What is needed:
Extract each line of the records below that contains the word "junction".

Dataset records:
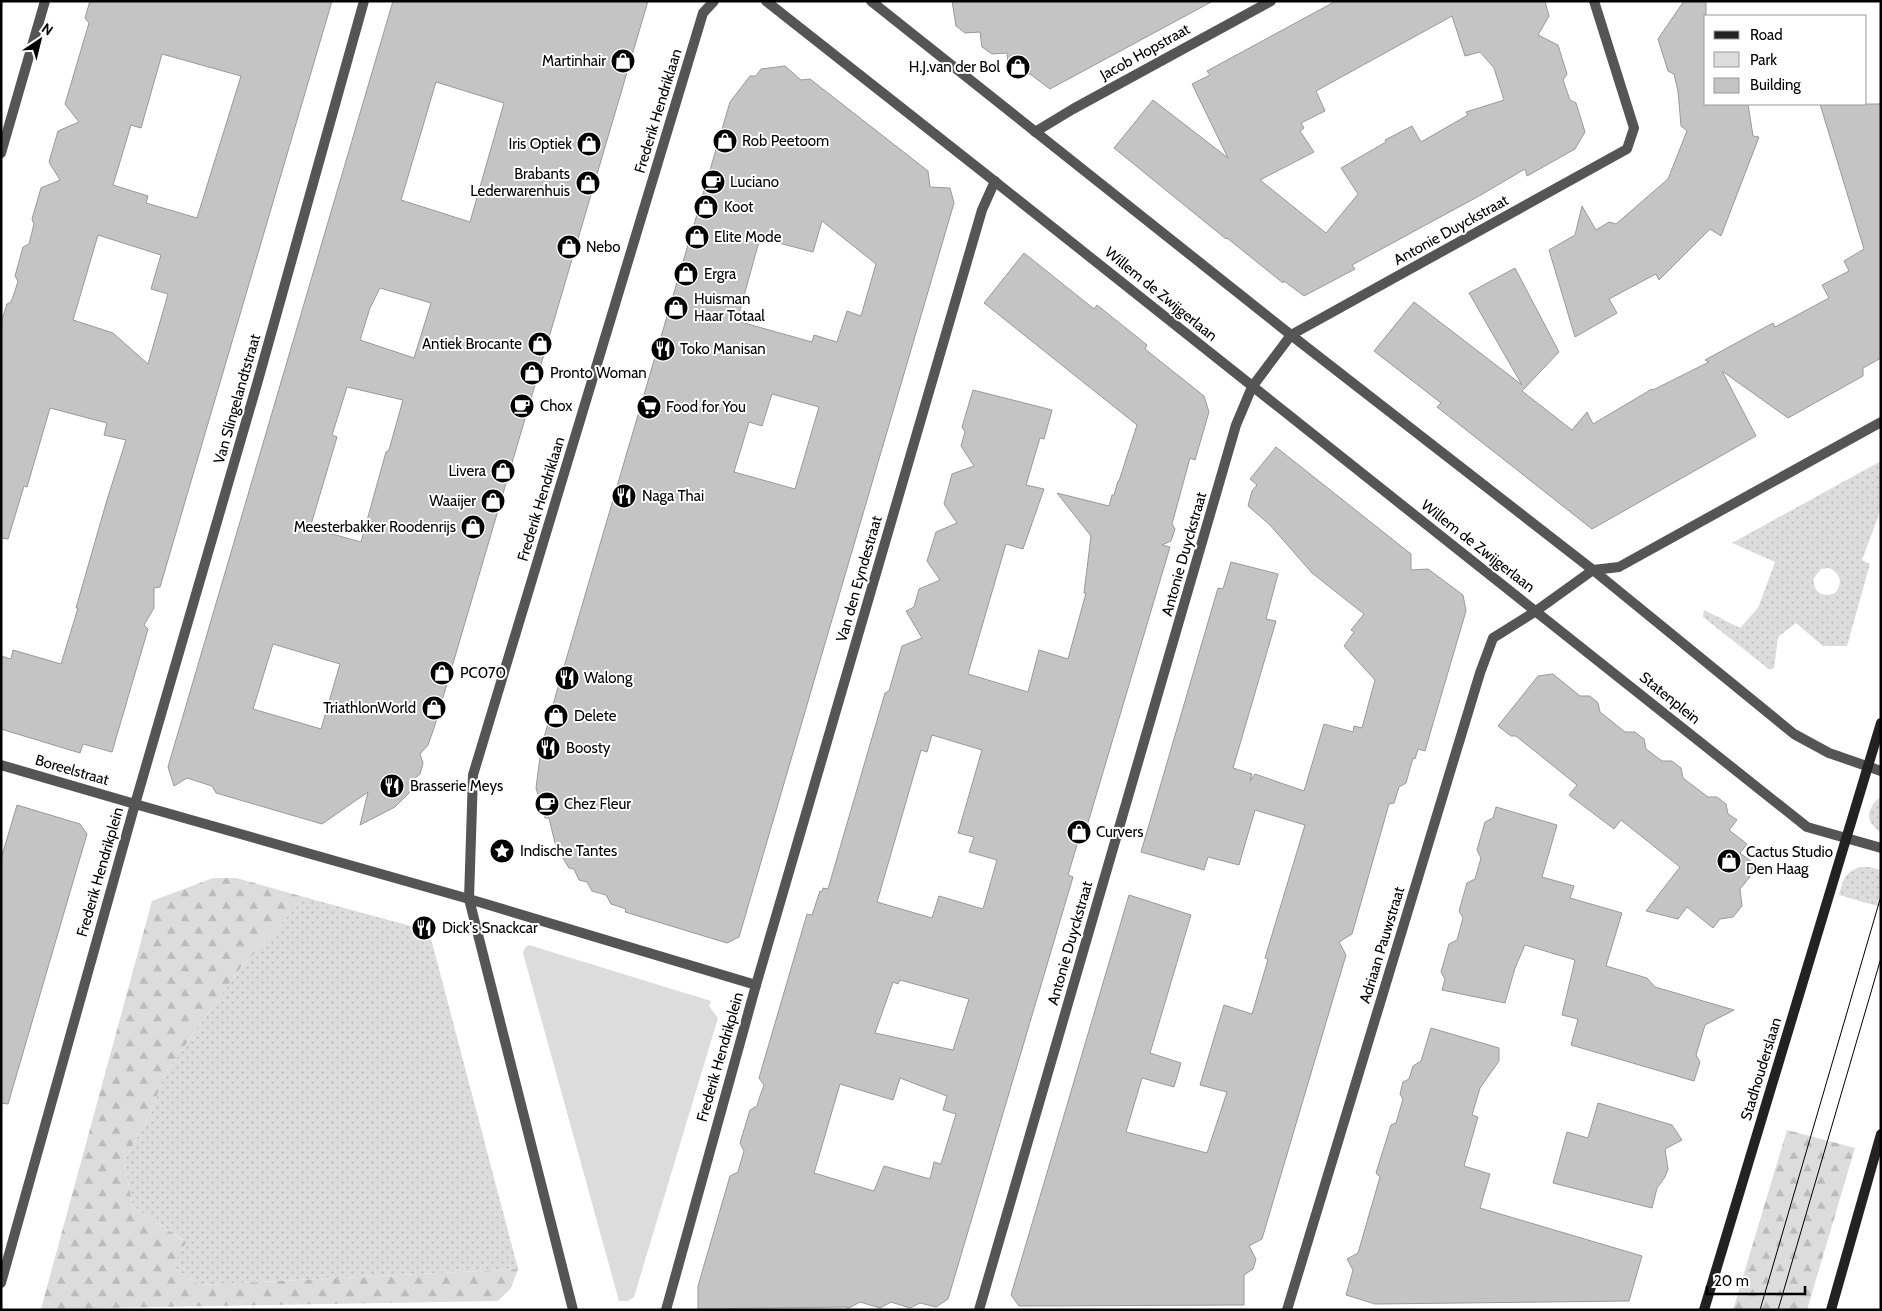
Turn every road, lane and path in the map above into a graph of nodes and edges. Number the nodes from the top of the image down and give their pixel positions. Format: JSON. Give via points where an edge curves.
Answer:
{"nodes":[{"id":1,"x":45,"y":1,"type":"edge"},
{"id":2,"x":364,"y":1,"type":"edge"},
{"id":3,"x":714,"y":1,"type":"edge"},
{"id":4,"x":766,"y":1,"type":"edge"},
{"id":5,"x":871,"y":1,"type":"edge"},
{"id":6,"x":1271,"y":1,"type":"edge"},
{"id":7,"x":1594,"y":1,"type":"edge"},
{"id":8,"x":1035,"y":132,"type":"junction"},
{"id":9,"x":1,"y":153,"type":"edge"},
{"id":10,"x":995,"y":181,"type":"junction"},
{"id":11,"x":1291,"y":336,"type":"junction"},
{"id":12,"x":1252,"y":387,"type":"junction"},
{"id":13,"x":1881,"y":422,"type":"edge"},
{"id":14,"x":1593,"y":570,"type":"junction"},
{"id":15,"x":1536,"y":612,"type":"junction"},
{"id":16,"x":1881,"y":724,"type":"edge"},
{"id":17,"x":1,"y":765,"type":"edge"},
{"id":18,"x":1868,"y":767,"type":"junction"},
{"id":19,"x":1881,"y":771,"type":"edge"},
{"id":20,"x":135,"y":804,"type":"junction"},
{"id":21,"x":1846,"y":837,"type":"junction"},
{"id":22,"x":1881,"y":848,"type":"edge"},
{"id":23,"x":469,"y":899,"type":"junction"},
{"id":24,"x":756,"y":985,"type":"junction"},
{"id":25,"x":1881,"y":1134,"type":"edge"},
{"id":26,"x":1,"y":1283,"type":"edge"},
{"id":27,"x":573,"y":1310,"type":"edge"},
{"id":28,"x":666,"y":1310,"type":"edge"},
{"id":29,"x":979,"y":1310,"type":"edge"},
{"id":30,"x":1287,"y":1310,"type":"edge"},
{"id":31,"x":1704,"y":1310,"type":"edge"},
{"id":32,"x":1831,"y":1310,"type":"edge"}],
"edges":[{"from":1,"to":9,"type":"street"},
{"from":2,"to":20,"type":"street","name":"Van Slingelandtstraat"},
{"from":3,"to":23,"type":"street","name":"Frederik Hendriklaan","via":[[703,13],[474,774]]},
{"from":4,"to":10,"type":"street","name":"Willem de Zwijgerlaan"},
{"from":5,"to":8,"type":"street"},
{"from":6,"to":8,"type":"street","name":"Jacob Hopstraat"},
{"from":7,"to":11,"type":"street","name":"Antonie Duyckstraat","via":[[1634,128],[1627,149]]},
{"from":8,"to":11,"type":"street"},
{"from":10,"to":12,"type":"street","name":"Willem de Zwijgerlaan"},
{"from":10,"to":24,"type":"street","name":"Van den Eyndestraat","via":[[982,210]]},
{"from":11,"to":12,"type":"street","name":"Antonie Duyckstraat"},
{"from":11,"to":14,"type":"street"},
{"from":12,"to":15,"type":"street","name":"Willem de Zwijgerlaan"},
{"from":12,"to":29,"type":"street","name":"Antonie Duyckstraat","via":[[1236,425]]},
{"from":13,"to":14,"type":"street","via":[[1619,567]]},
{"from":14,"to":15,"type":"street"},
{"from":14,"to":18,"type":"street","via":[[1794,734]]},
{"from":15,"to":21,"type":"street","name":"Statenplein","via":[[1807,827]]},
{"from":15,"to":30,"type":"street","name":"Adriaan Pauwstraat","via":[[1494,638],[1480,673]]},
{"from":16,"to":18,"type":"street"},
{"from":17,"to":20,"type":"street","name":"Boreelstraat"},
{"from":18,"to":19,"type":"street"},
{"from":18,"to":21,"type":"street"},
{"from":20,"to":23,"type":"street","name":"Frederik Hendrikplein"},
{"from":20,"to":26,"type":"street","name":"Frederik Hendrikplein"},
{"from":21,"to":22,"type":"street","name":"Statenplein"},
{"from":21,"to":31,"type":"street","name":"Stadhouderslaan"},
{"from":23,"to":24,"type":"street","name":"Frederik Hendrikplein"},
{"from":23,"to":27,"type":"street"},
{"from":24,"to":28,"type":"street","name":"Frederik Hendrikplein"},
{"from":25,"to":32,"type":"street"}]}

Output for this exercise:
{"id":8,"x":1035,"y":132,"type":"junction"},
{"id":10,"x":995,"y":181,"type":"junction"},
{"id":11,"x":1291,"y":336,"type":"junction"},
{"id":12,"x":1252,"y":387,"type":"junction"},
{"id":14,"x":1593,"y":570,"type":"junction"},
{"id":15,"x":1536,"y":612,"type":"junction"},
{"id":18,"x":1868,"y":767,"type":"junction"},
{"id":20,"x":135,"y":804,"type":"junction"},
{"id":21,"x":1846,"y":837,"type":"junction"},
{"id":23,"x":469,"y":899,"type":"junction"},
{"id":24,"x":756,"y":985,"type":"junction"},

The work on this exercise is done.